▶ [Activity]: The expected output is the data below, character for character, without its pictures.

▶ [Supplied information]:
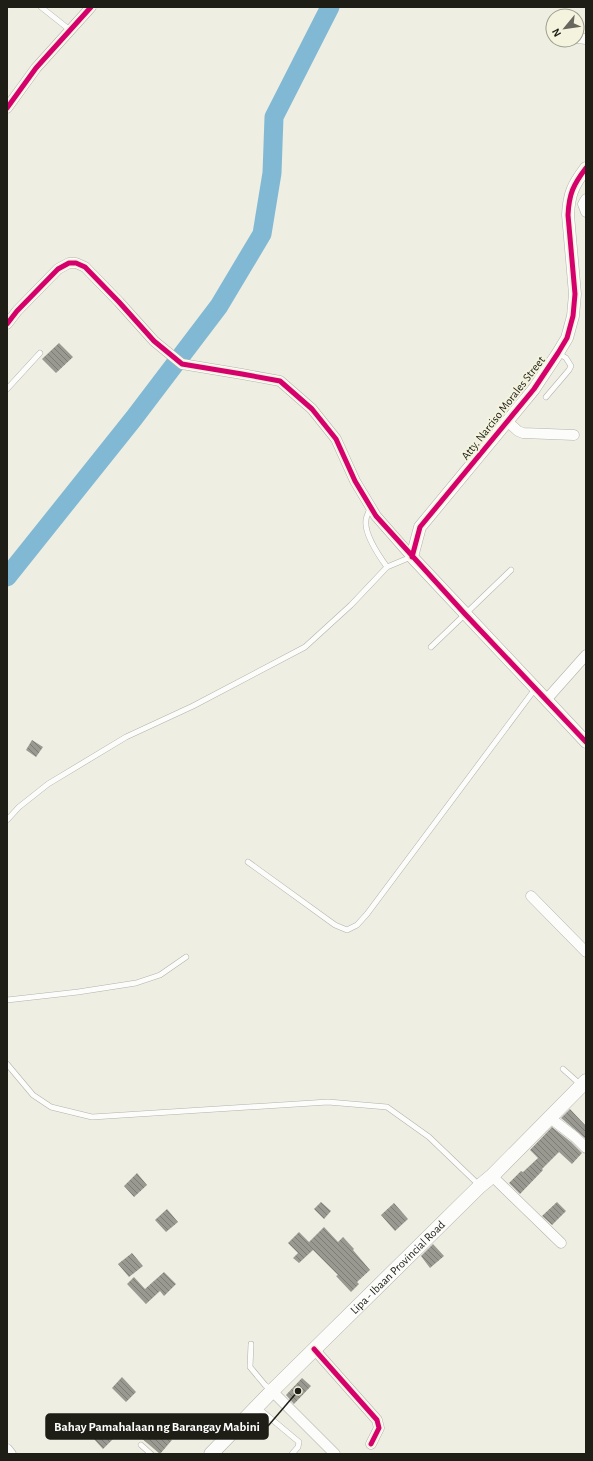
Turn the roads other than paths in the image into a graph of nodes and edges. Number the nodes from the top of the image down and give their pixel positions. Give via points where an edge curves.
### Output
1 (41, 7) edge
2 (91, 7) edge
3 (70, 30) junction
4 (7, 108) edge
5 (586, 168) edge
6 (586, 199) edge
7 (586, 212) edge
8 (7, 324) edge
9 (40, 353) dead end
10 (558, 353) junction
11 (7, 389) edge
12 (546, 397) dead end
13 (507, 421) junction
14 (574, 435) dead end
15 (371, 507) junction
16 (412, 556) junction
17 (387, 567) junction
18 (511, 570) dead end
19 (465, 614) junction
20 (431, 647) dead end
21 (586, 655) edge
22 (535, 689) junction
23 (546, 700) junction
24 (586, 742) edge
25 (7, 820) edge
26 (248, 862) dead end
27 (531, 896) dead end
28 (586, 952) edge
29 (186, 957) dead end
30 (7, 1000) edge
31 (7, 1064) edge
32 (563, 1069) dead end
33 (584, 1083) edge
34 (549, 1117) junction
35 (586, 1148) edge
36 (492, 1176) junction
37 (480, 1186) junction
38 (561, 1243) dead end
39 (251, 1344) dead end
40 (314, 1349) junction
41 (272, 1391) junction
42 (256, 1406) junction
43 (371, 1444) dead end
44 (141, 1445) dead end
45 (7, 1449) edge
46 (215, 1449) edge
47 (12, 1454) edge
48 (151, 1454) edge
49 (292, 1454) edge
50 (335, 1454) edge

1 - 3 lane
2 - 3 street
3 - 4 street via 36,68
5 - 10 street, Atty. Narciso Morales Street via 571,192 569,202 575,294 573,316
6 - 7 street via 583,204
8 - 15 street via 17,310 58,269 76,262 85,267 154,341 182,364 280,381 312,409 336,440
9 - 11 lane
10 - 12 lane via 566,358 571,366
10 - 13 street, Atty. Narciso Morales Street via 534,389
13 - 14 street via 523,433
13 - 16 street, Atty. Narciso Morales Street via 420,527
15 - 16 street
15 - 17 lane via 365,521 368,534
16 - 17 lane
16 - 19 street
17 - 25 lane via 351,605 305,647 193,706 126,737 48,784
18 - 19 lane
19 - 20 lane
19 - 22 street
21 - 23 street
22 - 23 street
22 - 26 lane via 357,925 347,930 335,925
23 - 24 street
27 - 28 street
29 - 30 lane via 160,975 136,983
31 - 37 lane via 33,1095 50,1107 92,1117 328,1102 387,1107 429,1137
32 - 33 lane
33 - 34 main road, Lipa - Ibaan Provincial Road
34 - 35 street
34 - 36 main road, Lipa - Ibaan Provincial Road
36 - 37 main road, Lipa - Ibaan Provincial Road
36 - 38 street
37 - 40 main road, Lipa - Ibaan Provincial Road
39 - 41 lane via 250,1367
40 - 41 main road, Lipa - Ibaan Provincial Road
40 - 43 street via 377,1420 379,1428
41 - 42 main road, Lipa - Ibaan Provincial Road
41 - 50 street
42 - 46 main road, Lipa - Ibaan Provincial Road
42 - 49 lane via 299,1442
44 - 48 lane
45 - 47 street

▶ [Response to this exercise]:
Turn the roads other than paths in the image into a graph of nodes and edges. Number the nodes from the top of the image down and give their pixel positions. Give via points where an edge curves.
### Output
1 (41, 7) edge
2 (91, 7) edge
3 (70, 30) junction
4 (7, 108) edge
5 (586, 168) edge
6 (586, 199) edge
7 (586, 212) edge
8 (7, 324) edge
9 (40, 353) dead end
10 (558, 353) junction
11 (7, 389) edge
12 (546, 397) dead end
13 (507, 421) junction
14 (574, 435) dead end
15 (371, 507) junction
16 (412, 556) junction
17 (387, 567) junction
18 (511, 570) dead end
19 (465, 614) junction
20 (431, 647) dead end
21 (586, 655) edge
22 (535, 689) junction
23 (546, 700) junction
24 (586, 742) edge
25 (7, 820) edge
26 (248, 862) dead end
27 (531, 896) dead end
28 (586, 952) edge
29 (186, 957) dead end
30 (7, 1000) edge
31 (7, 1064) edge
32 (563, 1069) dead end
33 (584, 1083) edge
34 (549, 1117) junction
35 (586, 1148) edge
36 (492, 1176) junction
37 (480, 1186) junction
38 (561, 1243) dead end
39 (251, 1344) dead end
40 (314, 1349) junction
41 (272, 1391) junction
42 (256, 1406) junction
43 (371, 1444) dead end
44 (141, 1445) dead end
45 (7, 1449) edge
46 (215, 1449) edge
47 (12, 1454) edge
48 (151, 1454) edge
49 (292, 1454) edge
50 (335, 1454) edge

1 - 3 lane
2 - 3 street
3 - 4 street via 36,68
5 - 10 street, Atty. Narciso Morales Street via 571,192 569,202 575,294 573,316
6 - 7 street via 583,204
8 - 15 street via 17,310 58,269 76,262 85,267 154,341 182,364 280,381 312,409 336,440
9 - 11 lane
10 - 12 lane via 566,358 571,366
10 - 13 street, Atty. Narciso Morales Street via 534,389
13 - 14 street via 523,433
13 - 16 street, Atty. Narciso Morales Street via 420,527
15 - 16 street
15 - 17 lane via 365,521 368,534
16 - 17 lane
16 - 19 street
17 - 25 lane via 351,605 305,647 193,706 126,737 48,784
18 - 19 lane
19 - 20 lane
19 - 22 street
21 - 23 street
22 - 23 street
22 - 26 lane via 357,925 347,930 335,925
23 - 24 street
27 - 28 street
29 - 30 lane via 160,975 136,983
31 - 37 lane via 33,1095 50,1107 92,1117 328,1102 387,1107 429,1137
32 - 33 lane
33 - 34 main road, Lipa - Ibaan Provincial Road
34 - 35 street
34 - 36 main road, Lipa - Ibaan Provincial Road
36 - 37 main road, Lipa - Ibaan Provincial Road
36 - 38 street
37 - 40 main road, Lipa - Ibaan Provincial Road
39 - 41 lane via 250,1367
40 - 41 main road, Lipa - Ibaan Provincial Road
40 - 43 street via 377,1420 379,1428
41 - 42 main road, Lipa - Ibaan Provincial Road
41 - 50 street
42 - 46 main road, Lipa - Ibaan Provincial Road
42 - 49 lane via 299,1442
44 - 48 lane
45 - 47 street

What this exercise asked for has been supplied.